What the task asks>
Search the records for the string "nodes" and copy every line in which it appears.

Collected data entries
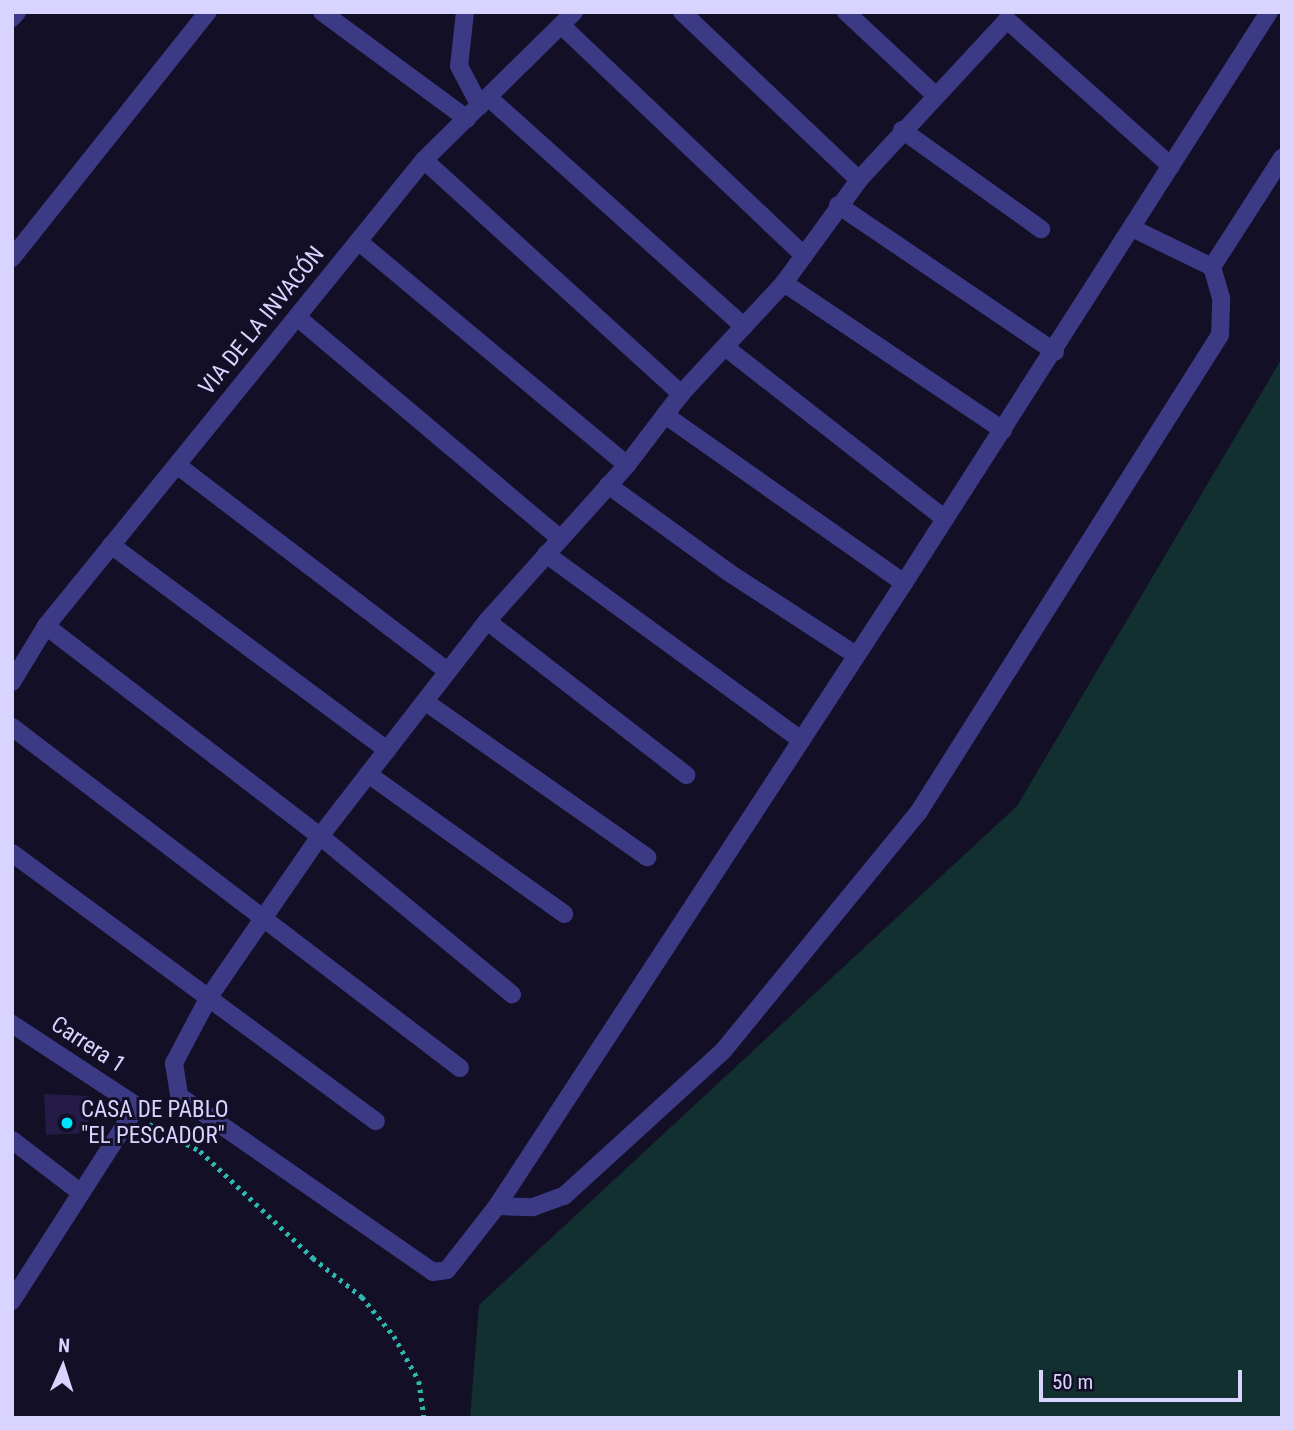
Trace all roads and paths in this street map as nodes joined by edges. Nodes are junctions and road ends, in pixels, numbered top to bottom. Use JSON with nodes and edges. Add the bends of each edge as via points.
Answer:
{"nodes":[{"id":1,"x":17,"y":12,"type":"edge"},
{"id":2,"x":208,"y":12,"type":"edge"},
{"id":3,"x":322,"y":12,"type":"edge"},
{"id":4,"x":465,"y":12,"type":"edge"},
{"id":5,"x":682,"y":12,"type":"edge"},
{"id":6,"x":846,"y":12,"type":"edge"},
{"id":7,"x":1269,"y":12,"type":"edge"},
{"id":8,"x":1003,"y":16,"type":"edge"},
{"id":9,"x":12,"y":18,"type":"edge"},
{"id":10,"x":567,"y":19,"type":"edge"},
{"id":11,"x":933,"y":94,"type":"junction"},
{"id":12,"x":484,"y":101,"type":"junction"},
{"id":13,"x":467,"y":119,"type":"junction"},
{"id":14,"x":902,"y":130,"type":"junction"},
{"id":15,"x":1282,"y":158,"type":"edge"},
{"id":16,"x":424,"y":160,"type":"junction"},
{"id":17,"x":1171,"y":166,"type":"junction"},
{"id":18,"x":859,"y":180,"type":"junction"},
{"id":19,"x":838,"y":205,"type":"junction"},
{"id":20,"x":1132,"y":228,"type":"junction"},
{"id":21,"x":1041,"y":229,"type":"dead end"},
{"id":22,"x":358,"y":241,"type":"junction"},
{"id":23,"x":804,"y":257,"type":"junction"},
{"id":24,"x":12,"y":258,"type":"edge"},
{"id":25,"x":1212,"y":267,"type":"junction"},
{"id":26,"x":784,"y":283,"type":"junction"},
{"id":27,"x":297,"y":317,"type":"junction"},
{"id":28,"x":744,"y":327,"type":"junction"},
{"id":29,"x":725,"y":347,"type":"junction"},
{"id":30,"x":1055,"y":352,"type":"junction"},
{"id":31,"x":681,"y":394,"type":"junction"},
{"id":32,"x":665,"y":415,"type":"junction"},
{"id":33,"x":1003,"y":430,"type":"junction"},
{"id":34,"x":627,"y":464,"type":"junction"},
{"id":35,"x":177,"y":465,"type":"junction"},
{"id":36,"x":608,"y":485,"type":"junction"},
{"id":37,"x":945,"y":519,"type":"junction"},
{"id":38,"x":558,"y":537,"type":"junction"},
{"id":39,"x":111,"y":545,"type":"junction"},
{"id":40,"x":546,"y":554,"type":"junction"},
{"id":41,"x":904,"y":583,"type":"junction"},
{"id":42,"x":487,"y":621,"type":"junction"},
{"id":43,"x":46,"y":626,"type":"junction"},
{"id":44,"x":856,"y":655,"type":"junction"},
{"id":45,"x":447,"y":671,"type":"junction"},
{"id":46,"x":12,"y":682,"type":"edge"},
{"id":47,"x":427,"y":703,"type":"junction"},
{"id":48,"x":12,"y":727,"type":"edge"},
{"id":49,"x":801,"y":740,"type":"junction"},
{"id":50,"x":387,"y":750,"type":"junction"},
{"id":51,"x":368,"y":774,"type":"junction"},
{"id":52,"x":687,"y":775,"type":"dead end"},
{"id":53,"x":320,"y":835,"type":"junction"},
{"id":54,"x":12,"y":853,"type":"edge"},
{"id":55,"x":647,"y":857,"type":"dead end"},
{"id":56,"x":564,"y":914,"type":"dead end"},
{"id":57,"x":263,"y":918,"type":"junction"},
{"id":58,"x":512,"y":994,"type":"dead end"},
{"id":59,"x":209,"y":997,"type":"junction"},
{"id":60,"x":12,"y":1024,"type":"edge"},
{"id":61,"x":460,"y":1068,"type":"dead end"},
{"id":62,"x":137,"y":1106,"type":"junction"},
{"id":63,"x":376,"y":1121,"type":"dead end"},
{"id":64,"x":12,"y":1140,"type":"edge"},
{"id":65,"x":81,"y":1193,"type":"junction"},
{"id":66,"x":497,"y":1206,"type":"junction"},
{"id":67,"x":12,"y":1301,"type":"edge"},
{"id":68,"x":424,"y":1418,"type":"edge"}],
"edges":[{"from":1,"to":9,"type":"street"},
{"from":2,"to":24,"type":"street"},
{"from":3,"to":13,"type":"street"},
{"from":4,"to":12,"type":"street","via":[[459,66]]},
{"from":5,"to":18,"type":"street"},
{"from":6,"to":11,"type":"street"},
{"from":7,"to":17,"type":"street"},
{"from":8,"to":11,"type":"street"},
{"from":8,"to":17,"type":"street"},
{"from":10,"to":12,"type":"street","name":"VIA DE LA INVACÓN"},
{"from":10,"to":23,"type":"street"},
{"from":11,"to":14,"type":"street"},
{"from":12,"to":13,"type":"street","name":"VIA DE LA INVACÓN"},
{"from":12,"to":28,"type":"street"},
{"from":13,"to":16,"type":"street","name":"VIA DE LA INVACÓN"},
{"from":14,"to":18,"type":"street"},
{"from":14,"to":21,"type":"street"},
{"from":15,"to":25,"type":"street"},
{"from":16,"to":22,"type":"street","name":"VIA DE LA INVACÓN"},
{"from":16,"to":31,"type":"street"},
{"from":17,"to":20,"type":"street"},
{"from":18,"to":19,"type":"street"},
{"from":19,"to":23,"type":"street"},
{"from":19,"to":30,"type":"street"},
{"from":20,"to":25,"type":"street"},
{"from":20,"to":30,"type":"street"},
{"from":22,"to":27,"type":"street","name":"VIA DE LA INVACÓN"},
{"from":22,"to":34,"type":"street"},
{"from":23,"to":26,"type":"street"},
{"from":25,"to":66,"type":"street","via":[[1222,298],[1220,335],[918,813],[723,1051],[564,1196],[533,1207]]},
{"from":26,"to":28,"type":"street"},
{"from":26,"to":33,"type":"street"},
{"from":27,"to":35,"type":"street","name":"VIA DE LA INVACÓN"},
{"from":27,"to":38,"type":"street"},
{"from":28,"to":29,"type":"street"},
{"from":29,"to":31,"type":"street"},
{"from":29,"to":37,"type":"street"},
{"from":30,"to":33,"type":"street"},
{"from":31,"to":32,"type":"street"},
{"from":32,"to":34,"type":"street"},
{"from":32,"to":41,"type":"street"},
{"from":33,"to":37,"type":"street"},
{"from":34,"to":36,"type":"street"},
{"from":35,"to":39,"type":"street","name":"VIA DE LA INVACÓN"},
{"from":35,"to":45,"type":"street"},
{"from":36,"to":38,"type":"street"},
{"from":36,"to":44,"type":"street","via":[[728,572]]},
{"from":37,"to":41,"type":"street"},
{"from":38,"to":40,"type":"street"},
{"from":39,"to":43,"type":"street","name":"VIA DE LA INVACÓN"},
{"from":39,"to":50,"type":"street"},
{"from":40,"to":42,"type":"street"},
{"from":40,"to":49,"type":"street"},
{"from":41,"to":44,"type":"street"},
{"from":42,"to":45,"type":"street"},
{"from":42,"to":52,"type":"street"},
{"from":43,"to":46,"type":"street","name":"VIA DE LA INVACÓN"},
{"from":43,"to":53,"type":"street"},
{"from":44,"to":49,"type":"street"},
{"from":45,"to":47,"type":"street"},
{"from":47,"to":50,"type":"street"},
{"from":47,"to":55,"type":"street"},
{"from":48,"to":57,"type":"street"},
{"from":49,"to":66,"type":"street"},
{"from":50,"to":51,"type":"street"},
{"from":51,"to":53,"type":"street"},
{"from":51,"to":56,"type":"street"},
{"from":53,"to":57,"type":"street"},
{"from":53,"to":58,"type":"street"},
{"from":54,"to":59,"type":"street"},
{"from":57,"to":59,"type":"street"},
{"from":57,"to":61,"type":"street"},
{"from":59,"to":63,"type":"street"},
{"from":59,"to":66,"type":"street","via":[[174,1063],[179,1096],[433,1272],[447,1270]]},
{"from":60,"to":62,"type":"street","name":"Carrera 1"},
{"from":62,"to":65,"type":"street"},
{"from":62,"to":68,"type":"path","via":[[152,1127],[200,1151],[313,1258],[362,1297],[394,1336],[419,1381]]},
{"from":64,"to":65,"type":"street"},
{"from":65,"to":67,"type":"street"}]}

Result of this task>
Trace all roads and paths in this street map as nodes joined by edges. Nodes are junctions and road ends, in pixels, numbered top to bottom. Use JSON with nodes and edges. Add the bends of each edge as via points.
{"nodes":[{"id":1,"x":17,"y":12,"type":"edge"},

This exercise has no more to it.